Two of the bright lights in the climate change arena are Ken Caldeira and David Keith, who jointly lead the Fund for Innovative Climate and Energy Research (FICER). The fund is setting a strong example for transparency on both inputs and outputs. Bill Gates is providing the funding (personally, not the Gates Foundation). Here are a couple of Q/A examples from the FICER information page:
Q. What is the source and size of the fund? Who administers the fund?
A. Since its inception in 2007, FICER has given out grants to 13 research projects and various scientific meetings totaling $4.6 million. Internationally known climate scientists Dr. David Keith of University of Calgary and Dr. Ken Caldeira of the Carnegie Institution select projects that receive support from the fund. While Mr. Gates provides input from time to time on the fund, Drs. Keith and Caldera make final decisions on projects.
Q. Does the fund support research into geoengineering? Does the fund support research into “clean energy”?
A. Yes, the fund supports research into both geoengineering and clean energy, as well as basic climate science research. The directors of the fund believe that society should be spending many tens-of-billions of dollars per year developing and deploying affordable, scalable, near zero-carbon energy sources.
“Geoengineering” is a term that different people use in different ways. Some proposed technologies, for example capturing and sequestering excess carbon dioxide from the atmosphere, attempt to address the root causes of climate change. These approaches are relatively uncontroversial. Other proposed technologies, for example solar radiation management (SRM) attempt to reduce the effects of climate change but don’t address the root causes. SRM aims to cool the planet, for example by adding reflective aerosols (small particles suspended in air) to the stratosphere where they will reflect some incoming sunlight, cooling the planet. These approaches, which would be a human intervention in the climate system with potential environmental risks, are more controversial.

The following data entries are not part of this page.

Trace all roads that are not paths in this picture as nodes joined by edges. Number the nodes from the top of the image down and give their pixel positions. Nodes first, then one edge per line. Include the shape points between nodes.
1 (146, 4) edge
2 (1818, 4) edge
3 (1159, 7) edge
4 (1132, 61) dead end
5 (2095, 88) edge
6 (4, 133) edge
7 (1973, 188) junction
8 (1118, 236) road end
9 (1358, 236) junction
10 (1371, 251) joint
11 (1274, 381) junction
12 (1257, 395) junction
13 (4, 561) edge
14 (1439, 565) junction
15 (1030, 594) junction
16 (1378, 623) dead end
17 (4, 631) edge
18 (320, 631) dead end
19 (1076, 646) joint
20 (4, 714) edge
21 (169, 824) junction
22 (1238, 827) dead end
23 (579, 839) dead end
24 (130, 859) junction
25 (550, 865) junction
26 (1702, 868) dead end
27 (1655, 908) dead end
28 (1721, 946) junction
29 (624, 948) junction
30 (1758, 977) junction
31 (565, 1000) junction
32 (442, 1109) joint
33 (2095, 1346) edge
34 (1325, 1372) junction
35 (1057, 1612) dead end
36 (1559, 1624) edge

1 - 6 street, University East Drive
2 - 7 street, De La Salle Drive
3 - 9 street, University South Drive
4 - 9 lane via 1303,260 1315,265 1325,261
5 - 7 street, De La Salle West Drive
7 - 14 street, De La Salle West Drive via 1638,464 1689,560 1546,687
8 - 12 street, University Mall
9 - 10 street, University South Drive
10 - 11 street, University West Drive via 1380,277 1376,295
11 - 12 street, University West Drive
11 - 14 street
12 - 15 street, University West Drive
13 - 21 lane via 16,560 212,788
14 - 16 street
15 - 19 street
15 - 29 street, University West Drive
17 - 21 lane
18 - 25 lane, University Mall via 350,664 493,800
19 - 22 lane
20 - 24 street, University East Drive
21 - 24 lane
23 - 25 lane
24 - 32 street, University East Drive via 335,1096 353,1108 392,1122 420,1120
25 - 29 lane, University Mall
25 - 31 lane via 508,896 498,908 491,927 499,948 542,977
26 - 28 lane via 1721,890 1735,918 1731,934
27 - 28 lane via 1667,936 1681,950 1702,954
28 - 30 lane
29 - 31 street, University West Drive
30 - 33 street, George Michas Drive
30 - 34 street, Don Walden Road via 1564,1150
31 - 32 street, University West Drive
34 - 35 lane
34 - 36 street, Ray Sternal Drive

However, much important research into these approaches, such as computer modeling, laboratory experiments, or passive observations of nature, can be done without any interference in the climate system. This research is as important in determining which geoengineering technologies have limited efficacy, scalability or unacceptable environmental risks as it is in finding viable solutions, and the fund supports these kinds of projects. Further, research will help inform the development of much needed international conventions for any geoengineering field tests.
Q. Does the fund support field testing of geoengineering?
A. FICER has not supported and will not support any field tests of methods that introduce new kinds of interference into the climate system (e.g., solar radiation management, ocean fertilization). We are in favor of field testing industrial processes that can remove excess carbon dioxide from the atmosphere.